**What to produce**
Count the lines containing "main" in the entries underneath, and state that count without anything else.

**Extracted material**
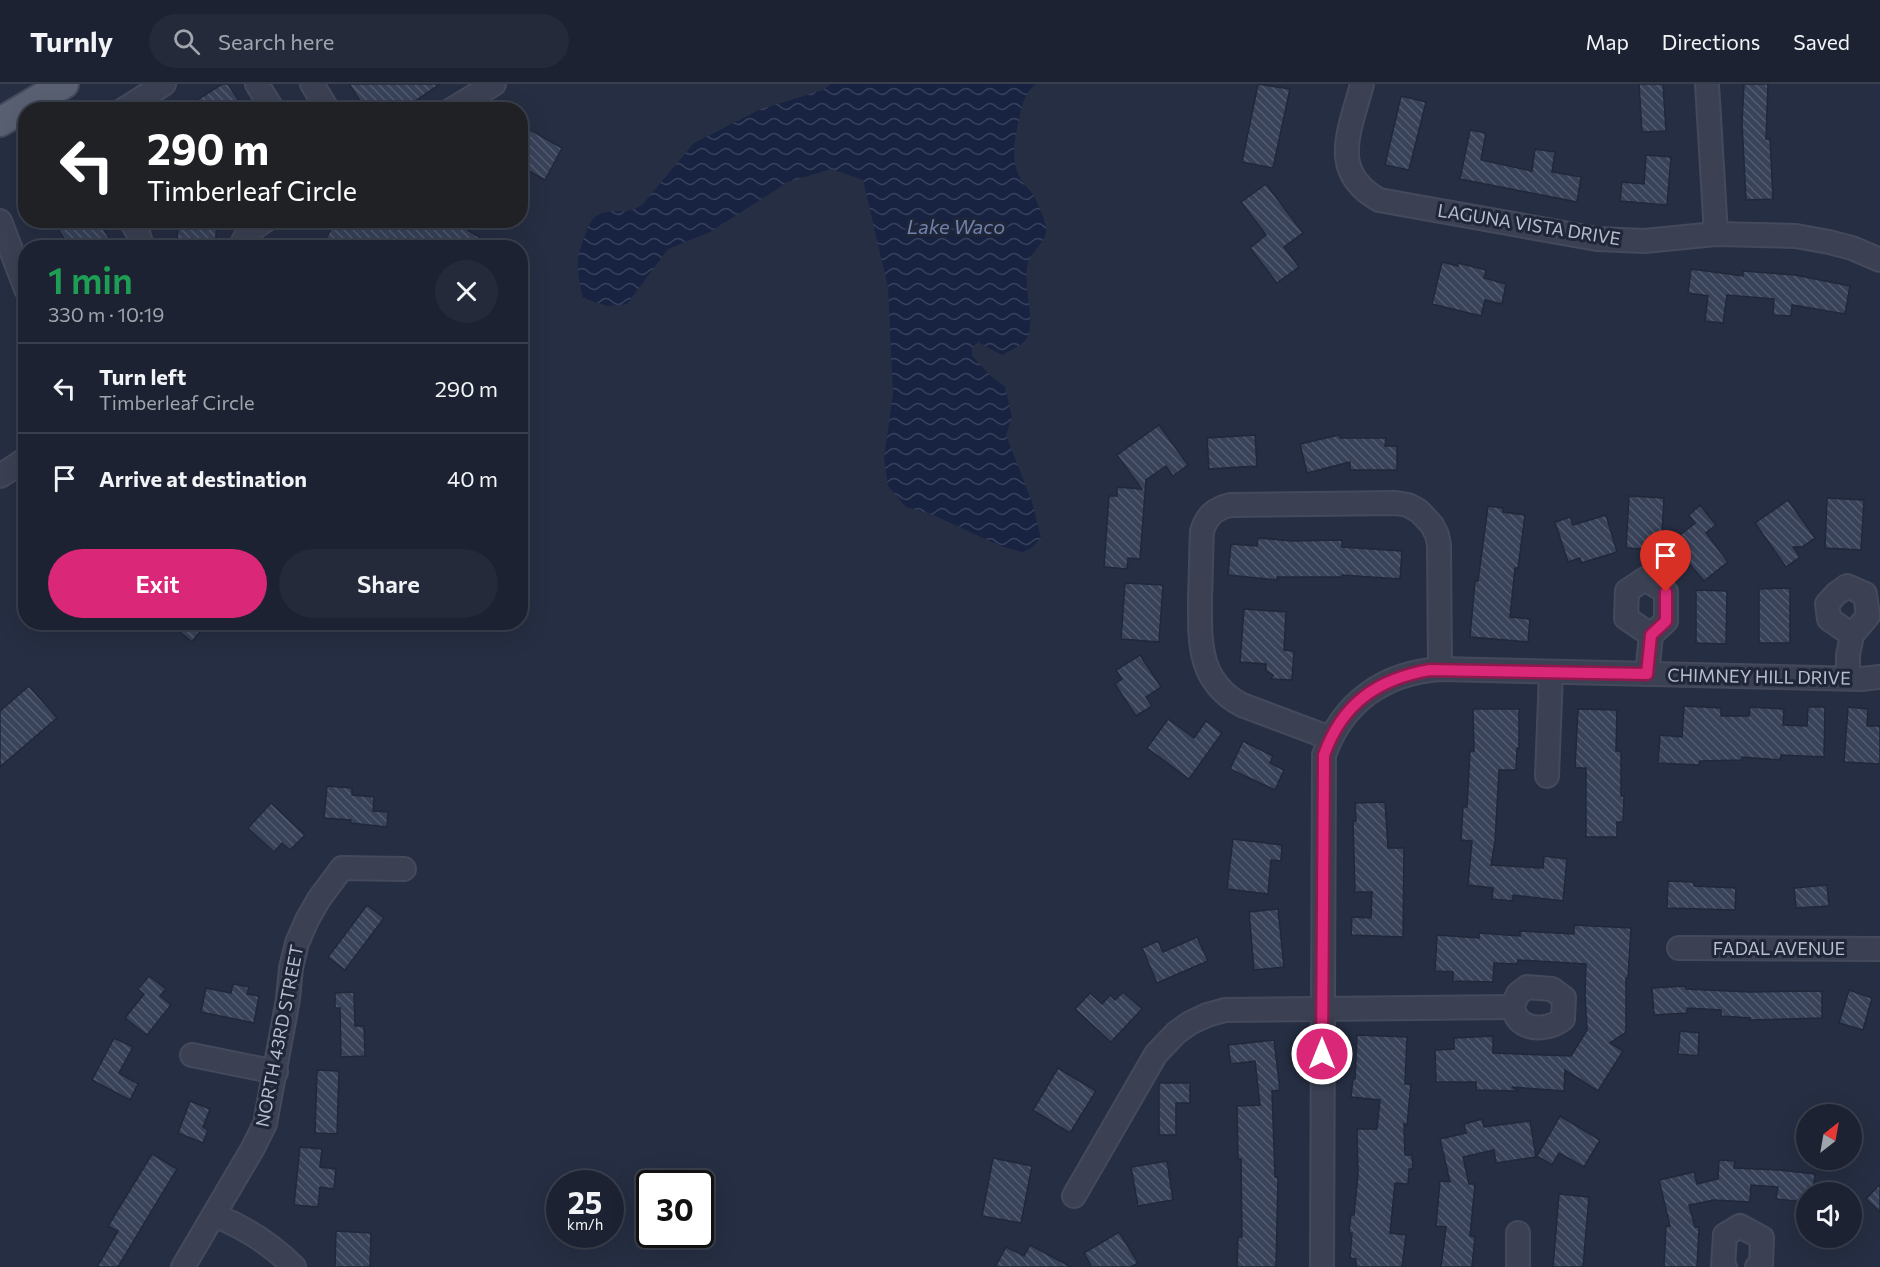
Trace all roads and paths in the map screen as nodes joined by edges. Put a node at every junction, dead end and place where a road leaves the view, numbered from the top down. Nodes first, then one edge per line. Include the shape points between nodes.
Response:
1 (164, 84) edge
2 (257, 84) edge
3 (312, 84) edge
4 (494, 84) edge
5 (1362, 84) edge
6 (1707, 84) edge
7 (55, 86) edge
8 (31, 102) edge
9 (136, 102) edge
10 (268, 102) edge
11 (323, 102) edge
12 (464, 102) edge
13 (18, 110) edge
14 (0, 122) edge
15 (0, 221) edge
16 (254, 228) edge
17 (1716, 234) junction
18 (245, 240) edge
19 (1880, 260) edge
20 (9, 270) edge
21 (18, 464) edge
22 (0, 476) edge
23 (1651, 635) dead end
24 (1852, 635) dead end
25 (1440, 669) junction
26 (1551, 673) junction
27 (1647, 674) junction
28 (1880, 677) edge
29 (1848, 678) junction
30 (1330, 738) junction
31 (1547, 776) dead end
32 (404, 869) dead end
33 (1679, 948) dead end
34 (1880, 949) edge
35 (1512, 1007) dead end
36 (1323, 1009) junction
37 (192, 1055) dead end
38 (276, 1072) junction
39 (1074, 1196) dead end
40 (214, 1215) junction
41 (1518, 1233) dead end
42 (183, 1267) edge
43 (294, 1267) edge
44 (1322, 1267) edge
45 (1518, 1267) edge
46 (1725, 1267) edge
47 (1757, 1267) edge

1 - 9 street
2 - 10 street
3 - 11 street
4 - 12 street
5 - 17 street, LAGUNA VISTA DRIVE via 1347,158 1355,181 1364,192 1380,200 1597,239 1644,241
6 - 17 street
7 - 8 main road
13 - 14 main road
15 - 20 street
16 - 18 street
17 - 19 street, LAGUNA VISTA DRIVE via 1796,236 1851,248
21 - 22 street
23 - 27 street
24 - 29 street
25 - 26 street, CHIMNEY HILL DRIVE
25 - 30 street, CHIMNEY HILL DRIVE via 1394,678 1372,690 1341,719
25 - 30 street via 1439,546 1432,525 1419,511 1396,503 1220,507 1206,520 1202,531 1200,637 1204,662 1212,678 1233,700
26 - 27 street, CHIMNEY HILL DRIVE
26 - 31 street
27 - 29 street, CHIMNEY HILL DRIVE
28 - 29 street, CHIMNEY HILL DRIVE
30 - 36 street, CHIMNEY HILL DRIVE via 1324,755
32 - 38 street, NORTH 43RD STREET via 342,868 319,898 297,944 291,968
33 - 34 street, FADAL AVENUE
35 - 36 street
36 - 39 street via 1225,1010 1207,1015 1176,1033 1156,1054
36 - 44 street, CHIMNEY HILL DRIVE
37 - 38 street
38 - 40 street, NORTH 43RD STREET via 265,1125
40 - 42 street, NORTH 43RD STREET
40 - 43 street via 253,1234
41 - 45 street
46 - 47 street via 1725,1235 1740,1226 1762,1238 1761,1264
* * *
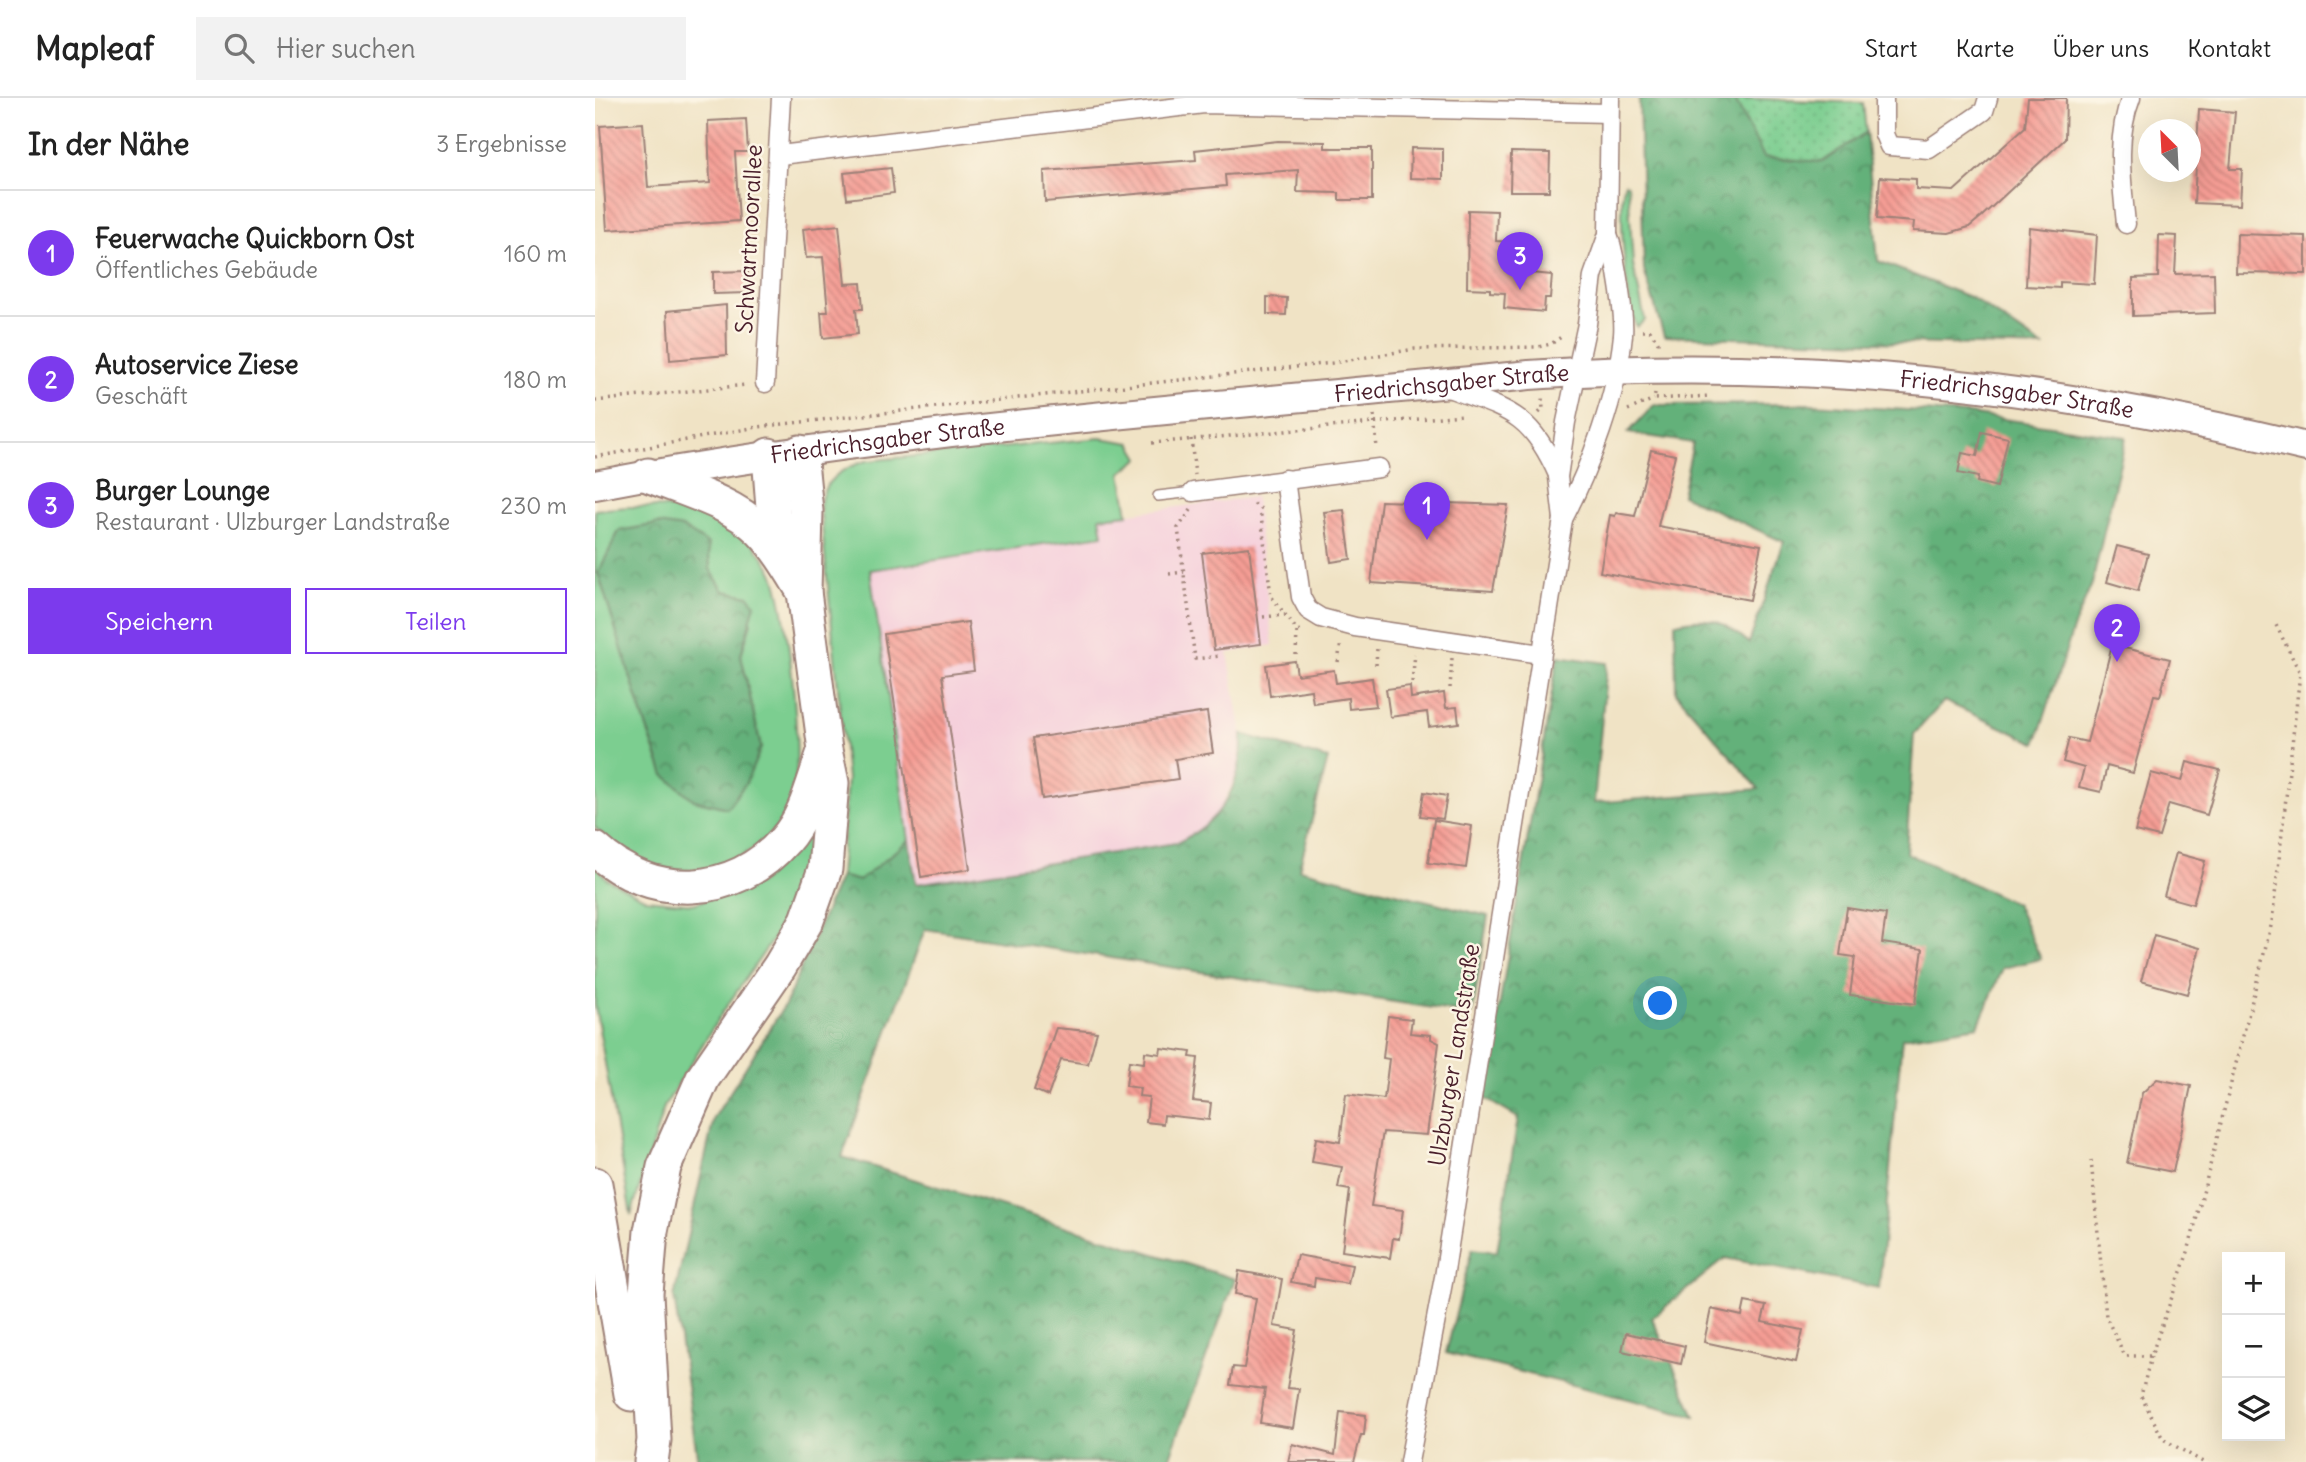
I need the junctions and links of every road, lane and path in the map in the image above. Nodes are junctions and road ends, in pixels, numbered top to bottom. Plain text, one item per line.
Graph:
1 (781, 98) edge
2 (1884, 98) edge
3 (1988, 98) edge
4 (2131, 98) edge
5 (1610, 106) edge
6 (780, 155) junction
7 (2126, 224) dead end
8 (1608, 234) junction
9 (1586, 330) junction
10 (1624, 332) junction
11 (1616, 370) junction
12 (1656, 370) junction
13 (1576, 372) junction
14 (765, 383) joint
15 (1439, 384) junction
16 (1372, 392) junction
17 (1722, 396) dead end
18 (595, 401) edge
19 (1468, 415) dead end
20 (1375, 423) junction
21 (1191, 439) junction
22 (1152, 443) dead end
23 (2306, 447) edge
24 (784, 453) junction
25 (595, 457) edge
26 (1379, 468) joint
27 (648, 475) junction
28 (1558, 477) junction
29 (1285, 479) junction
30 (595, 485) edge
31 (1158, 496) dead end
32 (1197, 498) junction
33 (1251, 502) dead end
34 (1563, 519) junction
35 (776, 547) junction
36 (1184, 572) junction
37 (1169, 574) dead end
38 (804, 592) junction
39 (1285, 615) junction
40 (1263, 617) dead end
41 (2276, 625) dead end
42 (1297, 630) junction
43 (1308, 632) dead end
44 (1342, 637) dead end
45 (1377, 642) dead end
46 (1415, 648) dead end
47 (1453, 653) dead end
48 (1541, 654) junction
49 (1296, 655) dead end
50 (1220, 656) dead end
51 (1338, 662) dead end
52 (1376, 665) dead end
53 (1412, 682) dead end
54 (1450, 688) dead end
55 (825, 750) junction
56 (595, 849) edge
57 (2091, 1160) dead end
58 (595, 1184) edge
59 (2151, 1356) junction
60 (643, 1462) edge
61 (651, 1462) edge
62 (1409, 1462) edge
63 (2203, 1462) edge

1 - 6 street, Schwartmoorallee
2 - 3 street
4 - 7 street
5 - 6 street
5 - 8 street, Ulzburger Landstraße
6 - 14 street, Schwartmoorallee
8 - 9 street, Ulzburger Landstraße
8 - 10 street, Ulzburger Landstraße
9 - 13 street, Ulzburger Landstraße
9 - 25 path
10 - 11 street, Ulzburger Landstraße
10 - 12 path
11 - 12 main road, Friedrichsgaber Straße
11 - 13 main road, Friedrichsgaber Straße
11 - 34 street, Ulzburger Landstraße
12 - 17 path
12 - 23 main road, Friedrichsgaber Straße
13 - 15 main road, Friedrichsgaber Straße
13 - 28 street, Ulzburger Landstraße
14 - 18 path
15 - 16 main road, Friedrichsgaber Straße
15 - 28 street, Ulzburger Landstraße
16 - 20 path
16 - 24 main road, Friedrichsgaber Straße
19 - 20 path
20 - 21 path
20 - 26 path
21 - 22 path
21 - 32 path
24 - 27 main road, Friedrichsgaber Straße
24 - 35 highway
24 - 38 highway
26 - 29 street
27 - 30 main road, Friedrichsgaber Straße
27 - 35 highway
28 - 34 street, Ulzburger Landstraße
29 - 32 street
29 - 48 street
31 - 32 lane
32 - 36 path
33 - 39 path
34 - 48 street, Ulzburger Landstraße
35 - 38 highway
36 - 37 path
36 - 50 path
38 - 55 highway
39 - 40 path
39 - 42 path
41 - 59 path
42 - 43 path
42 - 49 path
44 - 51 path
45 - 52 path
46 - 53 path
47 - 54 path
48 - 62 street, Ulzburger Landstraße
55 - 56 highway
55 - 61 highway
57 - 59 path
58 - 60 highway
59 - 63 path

**Answer**
10